• The problem: Each line with the word "wrist" must appear in the answer, copied from the records.

--------------------

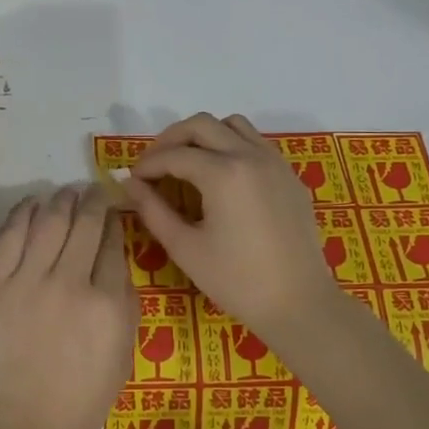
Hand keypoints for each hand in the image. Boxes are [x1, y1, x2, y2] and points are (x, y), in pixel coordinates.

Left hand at [0, 184, 134, 428]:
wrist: (22, 425)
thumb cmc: (81, 399)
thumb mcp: (124, 353)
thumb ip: (125, 301)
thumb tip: (115, 255)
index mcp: (108, 304)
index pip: (113, 244)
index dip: (114, 221)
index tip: (112, 211)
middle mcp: (70, 283)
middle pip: (84, 223)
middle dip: (91, 200)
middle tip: (93, 189)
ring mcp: (28, 281)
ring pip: (49, 220)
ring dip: (61, 200)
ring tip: (66, 192)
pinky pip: (10, 235)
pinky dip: (23, 212)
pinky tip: (33, 203)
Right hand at [123, 113, 340, 345]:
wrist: (298, 303)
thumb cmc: (236, 280)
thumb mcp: (184, 248)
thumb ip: (153, 210)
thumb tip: (130, 184)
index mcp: (223, 173)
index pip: (174, 154)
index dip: (147, 164)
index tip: (132, 180)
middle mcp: (250, 156)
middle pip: (201, 125)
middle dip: (171, 139)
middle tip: (154, 165)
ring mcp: (275, 162)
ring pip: (232, 125)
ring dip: (204, 136)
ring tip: (187, 163)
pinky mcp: (289, 175)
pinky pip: (256, 142)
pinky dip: (231, 146)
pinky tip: (221, 176)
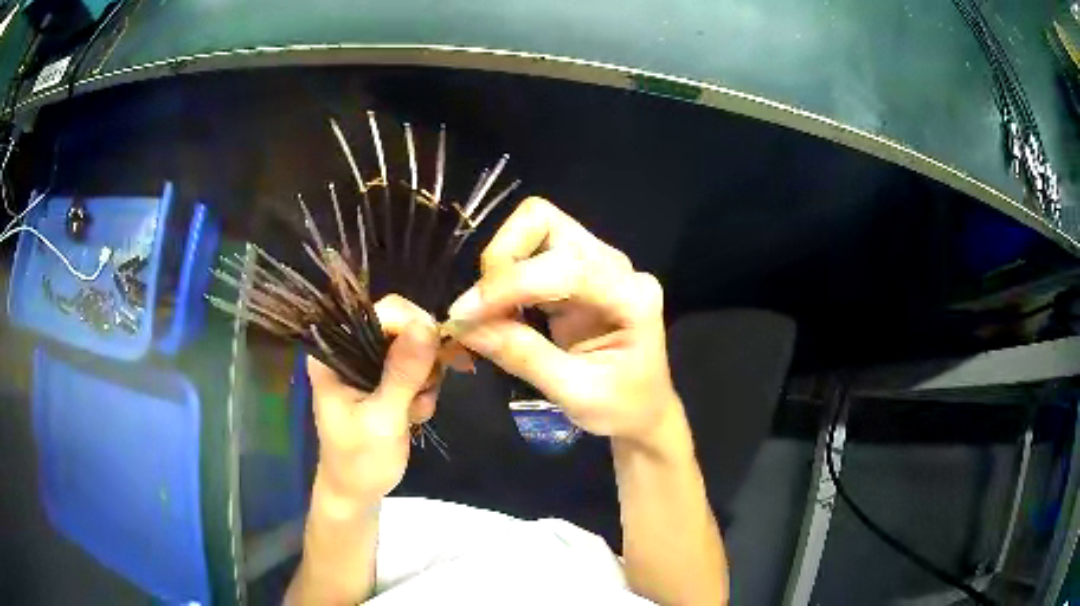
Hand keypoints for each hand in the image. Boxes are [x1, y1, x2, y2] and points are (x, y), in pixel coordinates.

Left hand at [308, 295, 440, 504]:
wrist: (357, 492)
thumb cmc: (360, 461)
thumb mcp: (382, 419)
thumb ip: (402, 373)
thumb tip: (427, 325)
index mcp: (334, 352)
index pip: (379, 313)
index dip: (412, 325)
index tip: (437, 354)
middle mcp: (349, 348)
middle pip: (401, 325)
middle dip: (422, 358)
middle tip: (423, 393)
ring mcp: (367, 363)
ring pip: (415, 346)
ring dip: (425, 378)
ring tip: (415, 412)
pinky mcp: (382, 378)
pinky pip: (417, 366)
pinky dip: (424, 388)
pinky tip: (414, 414)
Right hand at [447, 197, 682, 451]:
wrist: (644, 412)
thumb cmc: (622, 408)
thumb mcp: (576, 394)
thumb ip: (522, 355)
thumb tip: (462, 325)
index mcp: (632, 297)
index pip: (566, 266)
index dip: (509, 285)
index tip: (464, 317)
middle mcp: (616, 267)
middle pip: (545, 222)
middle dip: (502, 258)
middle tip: (480, 309)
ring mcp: (596, 265)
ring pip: (534, 229)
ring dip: (499, 266)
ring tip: (485, 314)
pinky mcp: (576, 274)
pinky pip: (530, 254)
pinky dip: (503, 277)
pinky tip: (496, 312)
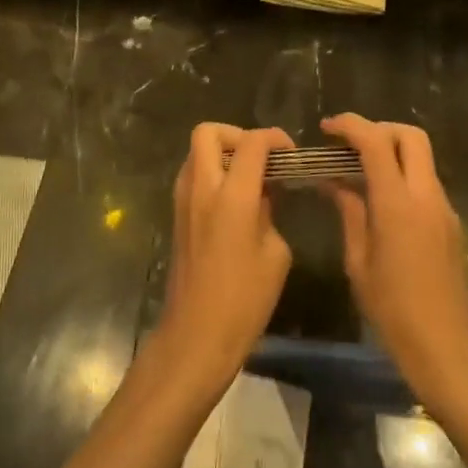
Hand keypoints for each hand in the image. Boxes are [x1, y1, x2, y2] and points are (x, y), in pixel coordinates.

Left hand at [154, 123, 294, 393]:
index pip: (253, 143)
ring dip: (221, 153)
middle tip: (259, 158)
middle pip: (208, 132)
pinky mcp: (176, 215)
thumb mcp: (275, 255)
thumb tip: (262, 196)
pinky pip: (192, 176)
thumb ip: (270, 213)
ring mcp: (183, 201)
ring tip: (248, 178)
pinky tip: (233, 201)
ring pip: (195, 152)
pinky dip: (211, 174)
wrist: (196, 335)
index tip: (291, 154)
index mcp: (233, 197)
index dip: (275, 138)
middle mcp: (202, 188)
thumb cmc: (244, 300)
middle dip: (237, 134)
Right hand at [323, 114, 467, 411]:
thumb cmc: (392, 308)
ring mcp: (443, 207)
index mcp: (397, 203)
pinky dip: (402, 175)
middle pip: (410, 136)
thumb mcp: (358, 261)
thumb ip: (349, 212)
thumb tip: (334, 182)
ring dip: (392, 152)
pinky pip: (425, 182)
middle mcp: (426, 195)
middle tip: (350, 144)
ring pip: (421, 157)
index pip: (375, 143)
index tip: (326, 127)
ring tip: (359, 171)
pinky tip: (380, 199)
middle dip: (379, 129)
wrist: (445, 345)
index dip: (350, 126)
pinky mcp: (450, 222)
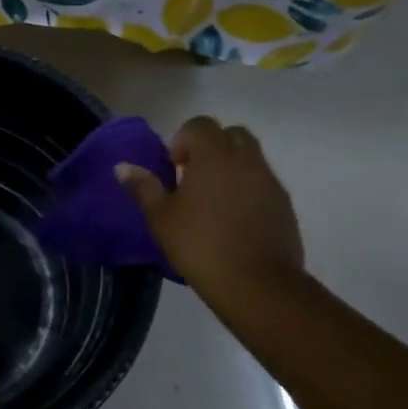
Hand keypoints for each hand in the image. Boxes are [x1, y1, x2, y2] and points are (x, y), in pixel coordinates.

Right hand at [114, 116, 305, 308]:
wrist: (257, 284)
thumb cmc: (200, 245)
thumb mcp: (161, 218)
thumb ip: (143, 187)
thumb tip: (122, 167)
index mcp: (214, 156)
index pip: (200, 125)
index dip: (183, 140)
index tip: (174, 168)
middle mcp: (246, 160)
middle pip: (230, 134)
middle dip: (211, 148)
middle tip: (193, 178)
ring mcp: (269, 181)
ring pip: (250, 157)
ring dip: (230, 168)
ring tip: (212, 201)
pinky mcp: (284, 204)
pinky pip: (262, 182)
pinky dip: (247, 189)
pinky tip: (233, 220)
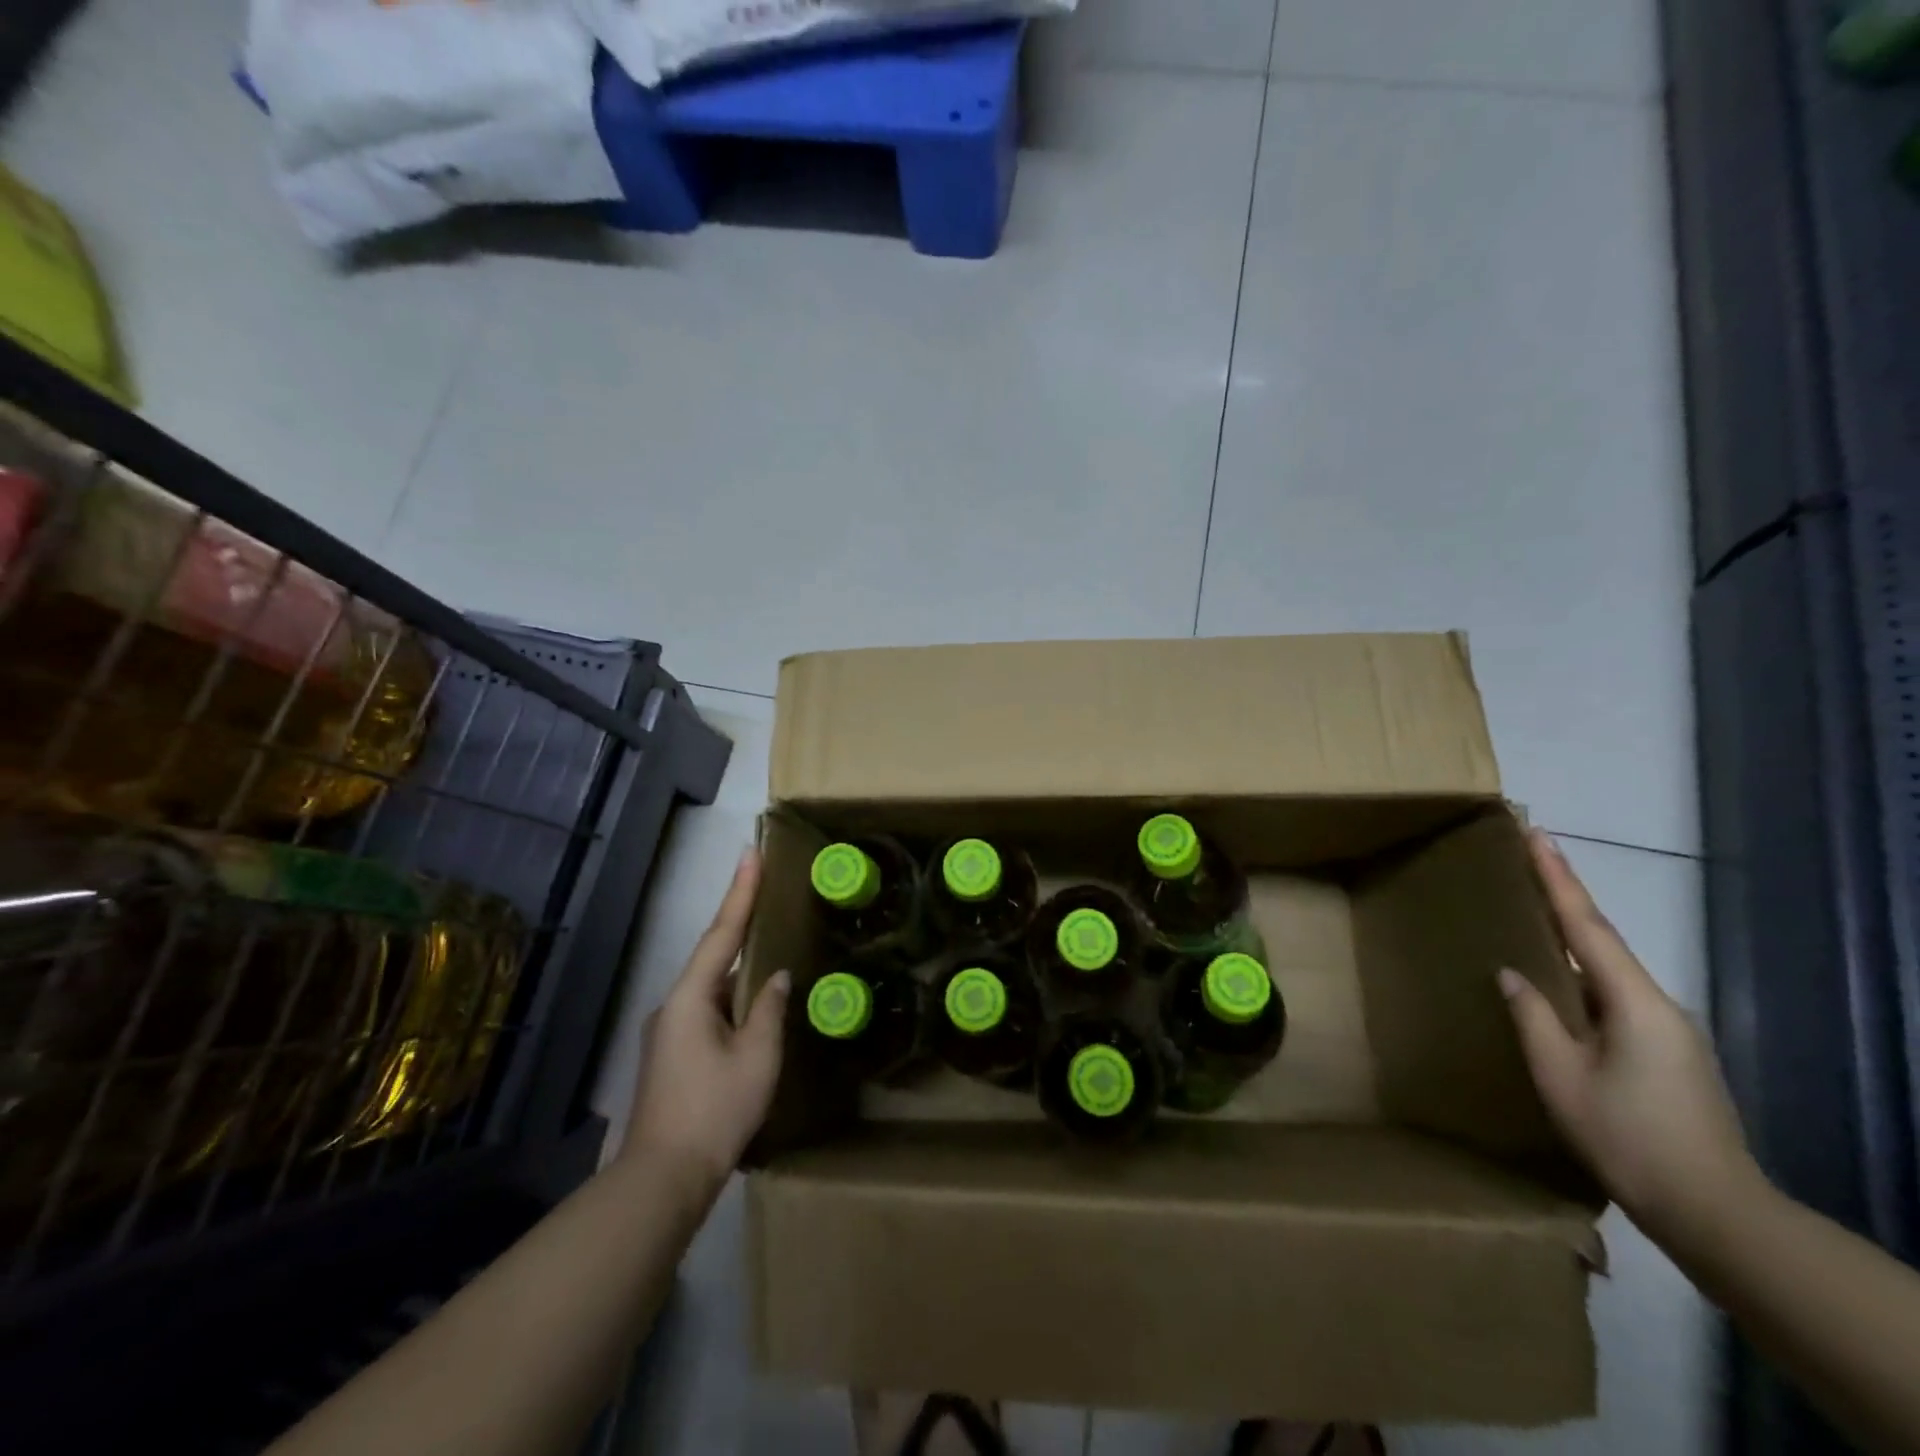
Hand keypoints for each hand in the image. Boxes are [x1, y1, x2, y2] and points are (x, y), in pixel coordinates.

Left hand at [619, 847, 789, 1193]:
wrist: (663, 1178)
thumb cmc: (715, 1111)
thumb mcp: (757, 1057)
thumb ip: (769, 1009)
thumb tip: (778, 977)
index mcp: (692, 997)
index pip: (722, 933)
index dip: (740, 892)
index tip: (750, 854)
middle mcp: (674, 1005)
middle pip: (715, 955)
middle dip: (741, 924)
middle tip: (766, 891)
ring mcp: (669, 1031)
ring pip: (713, 987)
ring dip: (741, 968)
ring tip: (771, 950)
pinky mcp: (672, 1054)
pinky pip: (709, 1010)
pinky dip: (733, 998)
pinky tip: (754, 1007)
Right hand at [1499, 829, 1763, 1248]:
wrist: (1715, 1213)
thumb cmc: (1629, 1137)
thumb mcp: (1561, 1075)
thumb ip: (1534, 1017)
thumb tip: (1512, 973)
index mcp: (1634, 1002)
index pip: (1587, 925)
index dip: (1558, 878)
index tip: (1538, 835)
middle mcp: (1657, 1005)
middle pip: (1601, 940)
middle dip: (1564, 898)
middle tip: (1528, 860)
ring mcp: (1666, 1031)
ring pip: (1607, 971)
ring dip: (1570, 937)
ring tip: (1529, 914)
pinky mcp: (1665, 1053)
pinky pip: (1613, 997)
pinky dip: (1581, 974)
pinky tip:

--------------------

• Answer:
wrist: (22, 425)
wrist: (298, 303)
wrist: (357, 492)
wrist: (644, 412)
wrist: (196, 335)
wrist: (445, 345)
wrist: (257, 284)
wrist: (663, 1178)
wrist: (1715, 1213)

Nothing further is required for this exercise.